3.1. Pathways and tools for publishing collection records (TECHNOLOGY)

This is topic 3.1. in the Technology section of the Advancing the Catalogue of the World’s Natural History Collections consultation. Use this topic to discuss the questions listed below.

Existing information on collections is edited and maintained in different ways. IH allows herbaria to provide or edit their records and offers support for herbaria to provide updates via email or other channels. Other communities such as national portals have other pathways for collections to provide or update information. Several tools help data publishers to create EML metadata for publishing data to GBIF and elsewhere. These could evolve to deliver collection records in preferred formats. The Integrated Publishing Toolkit (IPT) could be enhanced to offer collection records as one of the core record types that can be shared. This would allow collections either to publish one or more collection records as a small standalone dataset or collection networks to manage and publish a dataset comprising many collection records. Wikidata could also serve as a tool or platform for editing catalogue information and making it widely accessible and reusable.

Other materials

The following contributed presentations are particularly relevant to this topic:


  • Which existing tools, databases and websites can help to mobilise and maintain collection records?
  • Is it possible to identify additional tools or pathways that need to be developed or supported?

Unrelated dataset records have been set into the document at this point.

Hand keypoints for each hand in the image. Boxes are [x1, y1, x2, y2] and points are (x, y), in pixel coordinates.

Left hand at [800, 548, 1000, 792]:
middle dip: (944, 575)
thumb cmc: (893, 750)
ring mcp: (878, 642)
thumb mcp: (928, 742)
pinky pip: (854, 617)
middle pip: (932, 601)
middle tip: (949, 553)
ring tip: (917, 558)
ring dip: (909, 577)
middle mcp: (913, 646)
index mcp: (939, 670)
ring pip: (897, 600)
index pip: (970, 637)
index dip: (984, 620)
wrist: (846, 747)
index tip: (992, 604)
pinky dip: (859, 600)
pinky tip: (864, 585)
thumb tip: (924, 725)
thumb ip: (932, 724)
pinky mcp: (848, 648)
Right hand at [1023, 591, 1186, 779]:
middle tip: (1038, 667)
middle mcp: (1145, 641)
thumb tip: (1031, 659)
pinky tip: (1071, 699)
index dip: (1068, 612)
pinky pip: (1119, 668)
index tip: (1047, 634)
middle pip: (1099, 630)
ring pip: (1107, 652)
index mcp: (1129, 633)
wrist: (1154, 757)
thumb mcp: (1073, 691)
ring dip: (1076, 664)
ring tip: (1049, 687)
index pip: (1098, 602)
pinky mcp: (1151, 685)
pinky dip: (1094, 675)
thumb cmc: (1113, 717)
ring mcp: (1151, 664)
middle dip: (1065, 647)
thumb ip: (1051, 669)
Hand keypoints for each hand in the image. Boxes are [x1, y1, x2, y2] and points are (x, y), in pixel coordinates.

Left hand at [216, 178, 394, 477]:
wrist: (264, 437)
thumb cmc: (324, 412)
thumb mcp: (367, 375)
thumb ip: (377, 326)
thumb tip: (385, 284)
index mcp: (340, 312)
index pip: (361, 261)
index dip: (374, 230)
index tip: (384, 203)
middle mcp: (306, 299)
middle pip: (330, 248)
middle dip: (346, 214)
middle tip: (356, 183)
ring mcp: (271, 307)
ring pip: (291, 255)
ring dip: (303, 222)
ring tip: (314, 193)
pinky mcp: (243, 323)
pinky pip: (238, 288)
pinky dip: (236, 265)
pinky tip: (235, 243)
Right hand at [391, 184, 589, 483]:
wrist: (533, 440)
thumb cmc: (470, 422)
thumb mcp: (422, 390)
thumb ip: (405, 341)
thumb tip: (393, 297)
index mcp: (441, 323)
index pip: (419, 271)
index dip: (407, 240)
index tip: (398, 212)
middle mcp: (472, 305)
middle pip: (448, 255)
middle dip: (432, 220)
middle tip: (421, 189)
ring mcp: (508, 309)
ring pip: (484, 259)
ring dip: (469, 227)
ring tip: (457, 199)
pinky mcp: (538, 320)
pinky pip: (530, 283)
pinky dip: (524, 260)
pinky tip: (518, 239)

This is quite an important topic, because ultimately the creation and maintenance of software supporting the system is one of the larger costs to providing the system at all. As we have seen many times in the past, a lack of resources for software and hardware maintenance can end a project.

Re: Wikidata: I don’t really see Wikidata being a complete solution as it is not authoritative in of itself. Without authoritative sources Wikidata would be a rather useless source of opinion, rather than fact.
Wikidata, would however be an excellent broker between different identifier systems and provide a much needed way for the community in general to provide additional data to a collection’s record.

Thanks, Quentin. The choices here matter. We would ideally like to see a single master record for each collection and to have efficient ways for the collection owners themselves to keep it current, but also to benefit from work elsewhere to document important aspects of each collection.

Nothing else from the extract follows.